GISSI. «Volevo solo spaventarla, non ucciderla». Nel cuore della notte, quando ormai sarebbe inutile negare le proprie responsabilità davanti alla valanga di prove schiaccianti che lo sta travolgendo, Flavio Giovanni Meo confessa. Davanti al pubblico ministero e ai carabinieri, l’assassino della sarta Carolina D’Addario si avvale della facoltà di non rispondere, ma rilascia dichiarazioni spontanee. «Quel pomeriggio», racconta il 59enne, assistito dall’avvocato Antonio Ottaviano, «mi è venuto in mente di picchiare una persona». Il tutto per non meglio precisate ragioni. In base alla versione dell’indagato, la porta di casa dell’anziana era aperta; il che è ritenuto possibile, considerando che spesso la pensionata riceveva compaesani ai quali continuava a fare lavori di sartoria, anche gratuitamente. Ma la ricostruzione fornita dall’indagato sul ferimento mortale della donna è piena di incertezze e incongruenze, al punto da diventare inverosimile. «È stata lei a venirmi addosso», prova quasi a giustificarsi l’assassino, cavalcando una tesi che non trova alcun riscontro.
LA RAPINA E LA FUGA
Dopo che Carolina è crollata a terra, Meo ammette di essere salito al piano superiore e di aver forzato un cassetto utilizzando un paio di forbici. Ha arraffato tutto ciò che ha trovato: orecchini, collane, altri monili in oro e, soprattutto, un borsello con dentro denaro contante per un totale di oltre ventimila euro.

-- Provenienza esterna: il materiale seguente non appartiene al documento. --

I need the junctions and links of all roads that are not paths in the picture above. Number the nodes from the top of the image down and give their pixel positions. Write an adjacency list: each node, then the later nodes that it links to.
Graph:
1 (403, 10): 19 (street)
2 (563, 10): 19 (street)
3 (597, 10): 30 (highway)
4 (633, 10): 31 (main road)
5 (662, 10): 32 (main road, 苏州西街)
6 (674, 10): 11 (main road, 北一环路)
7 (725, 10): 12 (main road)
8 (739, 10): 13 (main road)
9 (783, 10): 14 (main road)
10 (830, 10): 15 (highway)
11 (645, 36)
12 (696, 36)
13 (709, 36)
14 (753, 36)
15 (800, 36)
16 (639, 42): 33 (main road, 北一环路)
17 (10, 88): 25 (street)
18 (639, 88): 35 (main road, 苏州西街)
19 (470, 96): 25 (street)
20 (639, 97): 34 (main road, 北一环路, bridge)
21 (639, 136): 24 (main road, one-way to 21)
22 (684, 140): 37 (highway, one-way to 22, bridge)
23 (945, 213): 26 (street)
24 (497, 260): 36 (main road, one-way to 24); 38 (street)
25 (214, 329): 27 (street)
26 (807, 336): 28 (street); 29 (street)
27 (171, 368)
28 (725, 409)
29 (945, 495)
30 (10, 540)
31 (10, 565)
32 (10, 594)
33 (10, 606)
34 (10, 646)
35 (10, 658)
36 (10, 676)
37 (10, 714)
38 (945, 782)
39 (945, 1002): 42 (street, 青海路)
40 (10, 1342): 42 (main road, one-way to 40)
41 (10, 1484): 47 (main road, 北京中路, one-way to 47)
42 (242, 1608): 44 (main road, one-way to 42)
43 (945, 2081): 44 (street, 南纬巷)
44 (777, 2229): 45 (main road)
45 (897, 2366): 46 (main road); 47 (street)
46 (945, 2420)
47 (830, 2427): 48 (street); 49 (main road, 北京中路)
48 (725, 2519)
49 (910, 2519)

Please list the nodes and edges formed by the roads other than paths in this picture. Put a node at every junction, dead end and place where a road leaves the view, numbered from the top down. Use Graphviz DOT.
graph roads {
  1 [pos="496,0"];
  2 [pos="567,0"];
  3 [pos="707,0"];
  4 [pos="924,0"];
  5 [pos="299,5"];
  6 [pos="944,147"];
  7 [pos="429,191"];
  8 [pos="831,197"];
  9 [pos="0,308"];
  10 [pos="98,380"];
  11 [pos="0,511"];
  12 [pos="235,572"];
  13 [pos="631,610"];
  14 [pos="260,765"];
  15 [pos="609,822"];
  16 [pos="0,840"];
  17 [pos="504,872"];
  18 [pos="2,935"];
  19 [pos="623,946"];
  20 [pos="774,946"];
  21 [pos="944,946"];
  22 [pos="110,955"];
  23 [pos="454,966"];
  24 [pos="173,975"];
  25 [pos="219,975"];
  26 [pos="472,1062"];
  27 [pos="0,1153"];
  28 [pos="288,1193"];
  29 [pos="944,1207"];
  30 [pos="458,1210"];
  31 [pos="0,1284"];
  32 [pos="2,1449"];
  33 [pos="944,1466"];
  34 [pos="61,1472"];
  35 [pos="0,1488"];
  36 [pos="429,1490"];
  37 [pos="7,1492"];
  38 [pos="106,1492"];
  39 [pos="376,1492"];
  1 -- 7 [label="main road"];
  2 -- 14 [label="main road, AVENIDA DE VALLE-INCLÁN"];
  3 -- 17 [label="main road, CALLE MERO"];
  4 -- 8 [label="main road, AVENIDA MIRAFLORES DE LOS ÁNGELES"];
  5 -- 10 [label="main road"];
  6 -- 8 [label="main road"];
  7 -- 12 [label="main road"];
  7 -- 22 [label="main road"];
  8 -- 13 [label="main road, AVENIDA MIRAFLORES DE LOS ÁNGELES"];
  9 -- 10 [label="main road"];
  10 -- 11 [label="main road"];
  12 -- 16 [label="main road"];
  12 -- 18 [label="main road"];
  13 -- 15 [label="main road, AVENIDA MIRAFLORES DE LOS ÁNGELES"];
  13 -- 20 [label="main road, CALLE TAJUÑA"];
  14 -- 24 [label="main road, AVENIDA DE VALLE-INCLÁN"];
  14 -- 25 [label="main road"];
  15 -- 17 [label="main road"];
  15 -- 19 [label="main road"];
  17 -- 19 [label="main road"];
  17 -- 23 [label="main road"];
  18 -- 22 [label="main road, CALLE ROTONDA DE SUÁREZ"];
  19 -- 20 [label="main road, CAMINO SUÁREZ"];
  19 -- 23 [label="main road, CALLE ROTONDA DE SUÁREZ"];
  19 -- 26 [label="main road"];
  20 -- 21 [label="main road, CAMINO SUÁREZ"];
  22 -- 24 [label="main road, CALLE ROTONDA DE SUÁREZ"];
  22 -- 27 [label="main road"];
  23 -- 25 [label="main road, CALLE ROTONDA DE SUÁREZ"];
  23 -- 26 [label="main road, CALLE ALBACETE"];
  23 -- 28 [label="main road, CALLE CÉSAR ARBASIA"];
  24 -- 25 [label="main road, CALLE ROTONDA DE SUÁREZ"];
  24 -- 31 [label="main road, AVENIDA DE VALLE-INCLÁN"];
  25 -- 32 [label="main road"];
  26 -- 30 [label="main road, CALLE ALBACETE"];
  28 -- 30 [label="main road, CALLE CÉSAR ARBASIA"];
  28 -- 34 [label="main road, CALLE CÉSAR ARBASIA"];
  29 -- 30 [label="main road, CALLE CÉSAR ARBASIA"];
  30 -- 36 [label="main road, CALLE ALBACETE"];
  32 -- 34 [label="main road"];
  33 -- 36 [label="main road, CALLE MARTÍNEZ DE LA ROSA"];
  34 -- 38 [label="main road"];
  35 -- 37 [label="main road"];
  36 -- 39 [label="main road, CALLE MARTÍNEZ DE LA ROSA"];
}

Poi, la fuga. Prima di tornare a casa, però, l’indagato si è disfatto del coltello con cui ha colpito l’anziana sotto il cavo ascellare dell’emitorace sinistro, procurandole una ferita andata in profondità, con lacerazione del polmone. L’arma del delitto è stata gettata sotto il muraglione del paese: qui, a notte fonda, è stata recuperata da carabinieri e vigili del fuoco.
IL RITRATTO
Fino al momento del fermo, Meo viveva in una casa a Gissi nelle vicinanze di quella della vittima. «Gliel’ho messa a disposizione gratuitamente, come si fa con un amico», dice Florindo Argentieri, un anziano del posto. «A me sembrava una persona tranquilla, un amico che si manteneva con dei lavoretti. Aveva bisogno di aiuto: io gli ho teso una mano e gli ho dato un tetto». Florindo non riesce a nascondere le lacrime: «Lui era rimasto in mezzo alla strada, gli ho anche prestato dei soldini, gli hanno tolto il reddito di cittadinanza e ha perso la testa. Per fortuna, non ha ammazzato me». Secondo il difensore, Meo non si è reso conto della gravità del gesto compiuto, tant’è che – convocato dagli inquirenti nella veste di indagato – ha detto al suo avvocato al telefono: «Ho avuto un impiccio, sto in procura».
IL RACCONTO DEI PAESANI
Al reddito di cittadinanza Meo aggiungeva quello che guadagnava con lavoretti saltuari: a chiamata, curava orti e giardini. «Ultimamente, però, non lo chiamava più nessuno», raccontano in paese. «Nonostante il freddo, andava in giro con magliette a maniche corte. Sembrava chiuso in se stesso, aveva lo sguardo fisso e parlava poco».
OGGI IN AULA
L’udienza di convalida del fermo è in programma oggi a mezzogiorno, in tribunale a Vasto. Meo, assistito dall’avvocato di fiducia CarmineLuigi Masciulli, potrà decidere se rispondere alle domande del giudice oppure avvalersi ancora una volta della facoltà di non rispondere.